ACTIVITY: From the records that follow, copy every line in which "image" appears.

DATA TO EXAMINE:

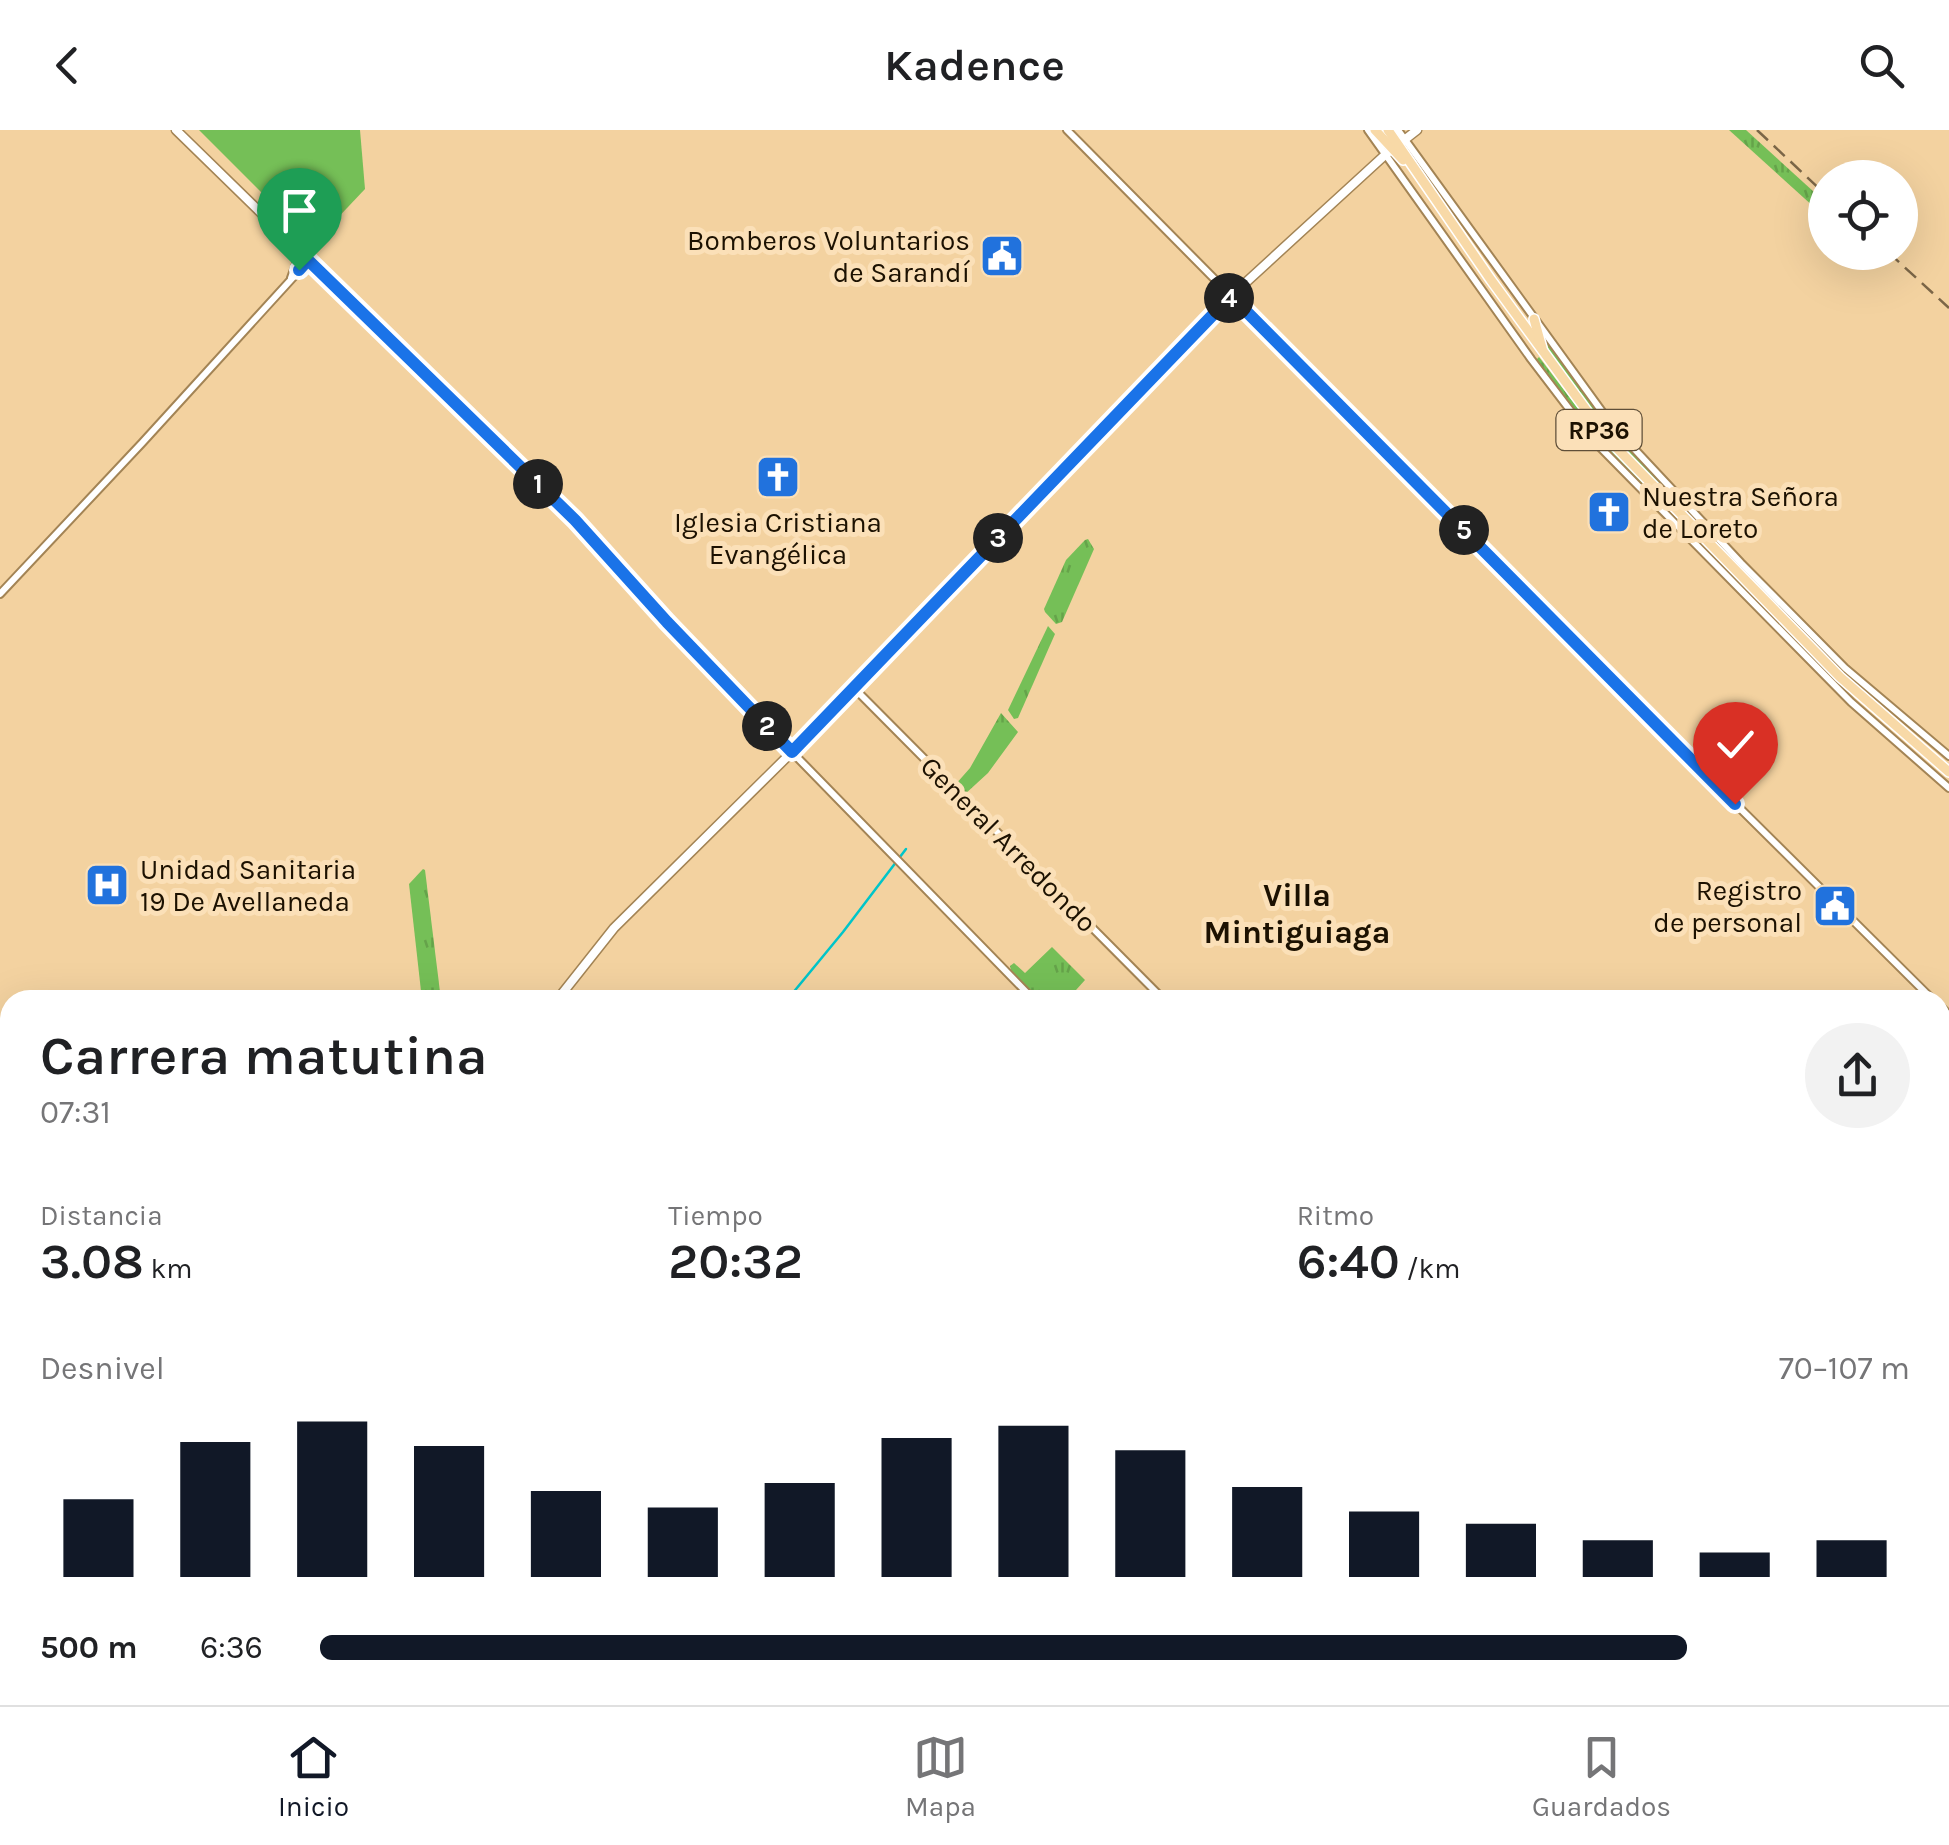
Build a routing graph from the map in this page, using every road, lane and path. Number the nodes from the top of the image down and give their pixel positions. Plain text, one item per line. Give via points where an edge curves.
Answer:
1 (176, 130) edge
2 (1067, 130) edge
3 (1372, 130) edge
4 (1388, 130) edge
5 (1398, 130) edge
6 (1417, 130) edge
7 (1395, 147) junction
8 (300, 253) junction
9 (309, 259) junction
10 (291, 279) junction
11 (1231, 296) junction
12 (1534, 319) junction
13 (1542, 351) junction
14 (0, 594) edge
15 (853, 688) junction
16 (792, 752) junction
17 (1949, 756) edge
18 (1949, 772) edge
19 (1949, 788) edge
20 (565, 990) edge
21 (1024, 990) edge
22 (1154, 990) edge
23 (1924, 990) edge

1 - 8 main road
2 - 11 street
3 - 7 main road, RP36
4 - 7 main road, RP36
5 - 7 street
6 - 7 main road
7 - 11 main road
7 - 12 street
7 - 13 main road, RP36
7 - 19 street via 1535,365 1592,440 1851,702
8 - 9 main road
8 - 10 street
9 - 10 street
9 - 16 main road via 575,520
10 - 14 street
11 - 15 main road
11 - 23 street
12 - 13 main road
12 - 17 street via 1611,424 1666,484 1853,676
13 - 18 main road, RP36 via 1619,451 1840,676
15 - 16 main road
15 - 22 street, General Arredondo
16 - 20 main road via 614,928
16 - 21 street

--

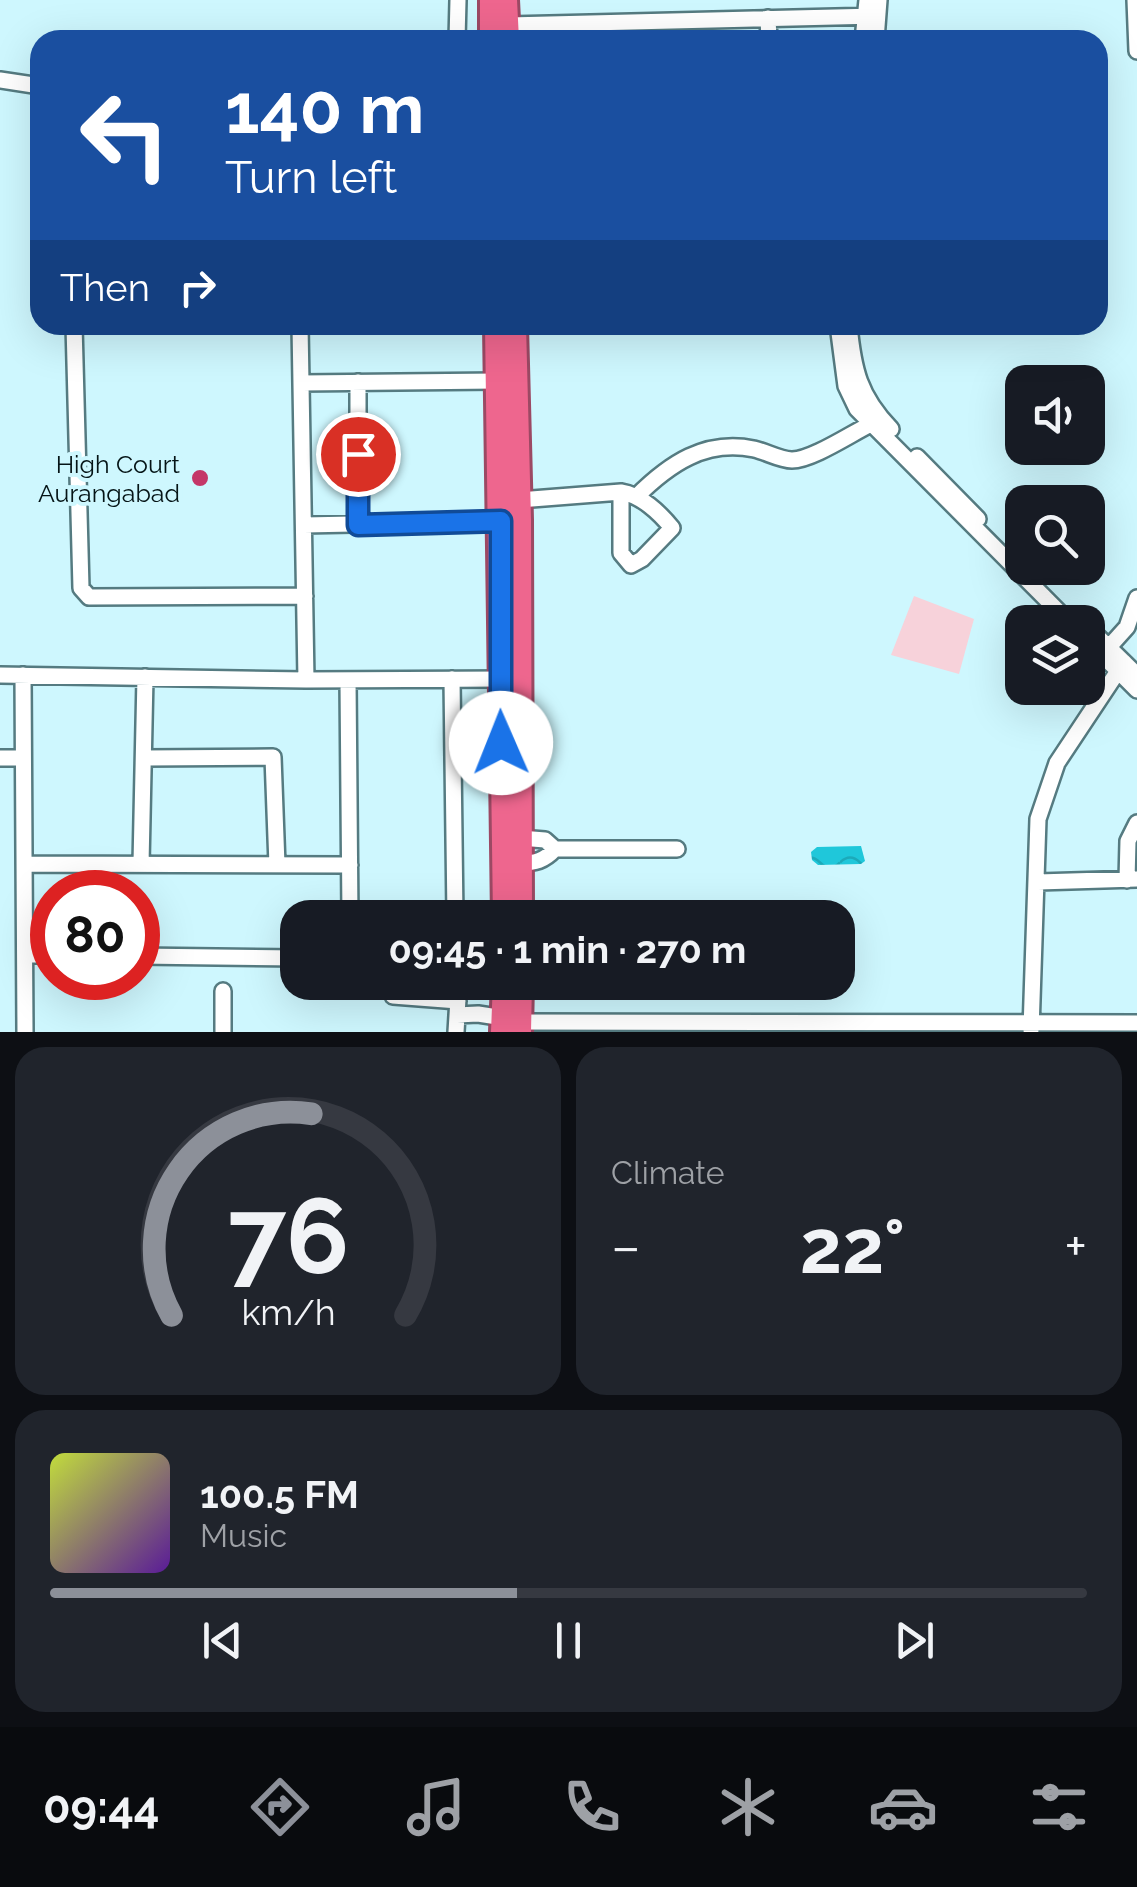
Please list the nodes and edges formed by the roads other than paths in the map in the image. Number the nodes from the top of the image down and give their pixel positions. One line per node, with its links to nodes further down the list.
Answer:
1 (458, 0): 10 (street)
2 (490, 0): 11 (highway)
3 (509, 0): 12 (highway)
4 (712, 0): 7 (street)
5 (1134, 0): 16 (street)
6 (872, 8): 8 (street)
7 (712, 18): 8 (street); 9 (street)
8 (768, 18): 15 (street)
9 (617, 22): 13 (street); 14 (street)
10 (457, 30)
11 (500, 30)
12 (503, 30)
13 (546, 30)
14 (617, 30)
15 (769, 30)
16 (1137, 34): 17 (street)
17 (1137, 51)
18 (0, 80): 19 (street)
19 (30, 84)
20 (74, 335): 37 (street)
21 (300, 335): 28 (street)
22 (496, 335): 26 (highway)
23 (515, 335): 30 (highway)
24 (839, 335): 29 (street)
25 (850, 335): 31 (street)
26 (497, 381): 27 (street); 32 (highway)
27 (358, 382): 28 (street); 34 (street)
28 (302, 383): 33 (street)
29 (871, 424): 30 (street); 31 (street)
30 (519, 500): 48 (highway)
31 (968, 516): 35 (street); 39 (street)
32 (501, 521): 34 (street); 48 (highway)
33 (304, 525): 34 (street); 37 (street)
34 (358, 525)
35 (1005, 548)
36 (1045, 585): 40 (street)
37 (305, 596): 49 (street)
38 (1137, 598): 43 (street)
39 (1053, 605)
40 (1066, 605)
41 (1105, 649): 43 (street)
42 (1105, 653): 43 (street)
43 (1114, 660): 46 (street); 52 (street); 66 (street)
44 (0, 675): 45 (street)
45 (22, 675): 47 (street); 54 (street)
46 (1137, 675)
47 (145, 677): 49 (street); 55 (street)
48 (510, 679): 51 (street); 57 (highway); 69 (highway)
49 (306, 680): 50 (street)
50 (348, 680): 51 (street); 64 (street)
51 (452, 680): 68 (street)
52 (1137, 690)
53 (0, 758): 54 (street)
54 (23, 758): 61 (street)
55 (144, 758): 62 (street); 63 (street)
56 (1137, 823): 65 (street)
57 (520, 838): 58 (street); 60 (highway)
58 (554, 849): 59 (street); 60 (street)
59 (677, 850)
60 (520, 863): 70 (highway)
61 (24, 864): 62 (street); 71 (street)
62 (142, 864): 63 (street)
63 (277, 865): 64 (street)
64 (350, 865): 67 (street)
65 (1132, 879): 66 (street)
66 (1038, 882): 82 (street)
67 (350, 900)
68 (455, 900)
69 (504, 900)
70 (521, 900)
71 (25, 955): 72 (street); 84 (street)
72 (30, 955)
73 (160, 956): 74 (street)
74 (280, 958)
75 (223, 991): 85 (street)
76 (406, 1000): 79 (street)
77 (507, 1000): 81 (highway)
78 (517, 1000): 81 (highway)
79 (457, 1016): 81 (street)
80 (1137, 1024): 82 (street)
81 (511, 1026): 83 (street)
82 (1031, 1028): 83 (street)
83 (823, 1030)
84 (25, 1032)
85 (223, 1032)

* * *

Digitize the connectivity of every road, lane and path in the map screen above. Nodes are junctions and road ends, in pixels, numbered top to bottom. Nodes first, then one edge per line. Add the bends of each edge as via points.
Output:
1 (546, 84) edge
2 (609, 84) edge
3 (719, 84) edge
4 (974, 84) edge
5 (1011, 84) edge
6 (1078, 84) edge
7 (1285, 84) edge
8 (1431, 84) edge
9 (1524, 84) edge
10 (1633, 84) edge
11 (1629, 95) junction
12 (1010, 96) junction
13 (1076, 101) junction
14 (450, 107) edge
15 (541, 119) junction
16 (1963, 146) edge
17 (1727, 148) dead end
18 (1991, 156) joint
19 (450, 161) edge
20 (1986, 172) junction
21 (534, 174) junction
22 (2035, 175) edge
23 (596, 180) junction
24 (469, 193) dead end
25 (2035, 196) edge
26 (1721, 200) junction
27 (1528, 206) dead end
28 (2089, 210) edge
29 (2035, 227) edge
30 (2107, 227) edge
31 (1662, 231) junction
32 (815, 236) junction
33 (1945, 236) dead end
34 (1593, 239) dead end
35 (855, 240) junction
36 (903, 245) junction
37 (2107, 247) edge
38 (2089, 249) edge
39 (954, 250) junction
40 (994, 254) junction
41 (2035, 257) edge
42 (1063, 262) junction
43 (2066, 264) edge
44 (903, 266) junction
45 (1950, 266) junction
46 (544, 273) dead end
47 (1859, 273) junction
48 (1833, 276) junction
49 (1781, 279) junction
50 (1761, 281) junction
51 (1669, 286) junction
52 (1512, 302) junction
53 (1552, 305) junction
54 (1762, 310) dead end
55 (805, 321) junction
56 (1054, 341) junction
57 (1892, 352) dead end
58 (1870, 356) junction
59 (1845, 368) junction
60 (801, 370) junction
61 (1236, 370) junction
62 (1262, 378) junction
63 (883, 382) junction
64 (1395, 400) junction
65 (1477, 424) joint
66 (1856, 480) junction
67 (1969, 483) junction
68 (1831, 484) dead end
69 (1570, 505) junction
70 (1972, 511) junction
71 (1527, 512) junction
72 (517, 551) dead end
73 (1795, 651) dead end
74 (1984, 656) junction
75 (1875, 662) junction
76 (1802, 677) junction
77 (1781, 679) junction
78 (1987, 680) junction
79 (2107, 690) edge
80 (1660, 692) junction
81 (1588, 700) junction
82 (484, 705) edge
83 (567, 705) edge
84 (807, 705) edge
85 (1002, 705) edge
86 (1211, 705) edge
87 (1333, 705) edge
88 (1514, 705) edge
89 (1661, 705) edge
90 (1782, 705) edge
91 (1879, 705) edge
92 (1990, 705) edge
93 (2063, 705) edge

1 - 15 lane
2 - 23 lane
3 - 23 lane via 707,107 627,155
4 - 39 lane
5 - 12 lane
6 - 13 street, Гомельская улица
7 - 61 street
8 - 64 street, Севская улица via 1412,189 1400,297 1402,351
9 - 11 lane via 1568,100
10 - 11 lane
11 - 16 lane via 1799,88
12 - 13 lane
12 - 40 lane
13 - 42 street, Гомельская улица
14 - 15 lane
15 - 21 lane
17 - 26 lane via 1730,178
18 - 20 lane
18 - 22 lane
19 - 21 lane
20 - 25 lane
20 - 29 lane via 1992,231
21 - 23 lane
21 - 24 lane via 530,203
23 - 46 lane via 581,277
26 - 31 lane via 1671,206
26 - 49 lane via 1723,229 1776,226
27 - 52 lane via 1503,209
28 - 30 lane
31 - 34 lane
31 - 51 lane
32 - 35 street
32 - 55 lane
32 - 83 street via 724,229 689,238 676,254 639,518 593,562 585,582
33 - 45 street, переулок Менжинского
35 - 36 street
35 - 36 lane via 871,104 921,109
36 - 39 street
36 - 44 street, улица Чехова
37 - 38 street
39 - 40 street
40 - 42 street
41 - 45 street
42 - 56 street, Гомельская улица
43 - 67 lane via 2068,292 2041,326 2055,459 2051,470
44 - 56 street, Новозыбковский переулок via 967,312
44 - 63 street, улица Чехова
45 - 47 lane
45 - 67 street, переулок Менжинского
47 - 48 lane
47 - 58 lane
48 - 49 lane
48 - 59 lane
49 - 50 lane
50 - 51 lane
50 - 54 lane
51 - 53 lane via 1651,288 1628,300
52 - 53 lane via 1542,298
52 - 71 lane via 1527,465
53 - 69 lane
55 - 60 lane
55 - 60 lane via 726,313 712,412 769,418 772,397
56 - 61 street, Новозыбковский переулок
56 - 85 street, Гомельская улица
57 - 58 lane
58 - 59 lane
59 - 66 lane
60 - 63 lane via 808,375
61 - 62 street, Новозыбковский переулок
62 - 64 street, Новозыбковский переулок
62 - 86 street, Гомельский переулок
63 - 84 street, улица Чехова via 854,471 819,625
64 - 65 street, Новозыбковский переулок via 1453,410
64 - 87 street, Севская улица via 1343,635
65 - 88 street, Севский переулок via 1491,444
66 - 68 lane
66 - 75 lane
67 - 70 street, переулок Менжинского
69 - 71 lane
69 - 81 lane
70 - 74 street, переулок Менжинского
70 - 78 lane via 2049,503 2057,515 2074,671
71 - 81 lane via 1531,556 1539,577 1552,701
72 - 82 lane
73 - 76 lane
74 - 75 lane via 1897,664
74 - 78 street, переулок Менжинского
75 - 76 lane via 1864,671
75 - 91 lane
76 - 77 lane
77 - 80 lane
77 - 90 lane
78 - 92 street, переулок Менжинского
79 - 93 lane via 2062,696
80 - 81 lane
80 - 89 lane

EXERCISE ANSWER:
Build a routing graph from the map in this page, using every road, lane and path. Number the nodes from the top of the image down and give their pixel positions. Plain text, one item per line. Give via points where an edge curves.
Please list the nodes and edges formed by the roads other than paths in the map in the image. Number the nodes from the top of the image down and give their pixel positions. One line per node, with its links to nodes further down the list.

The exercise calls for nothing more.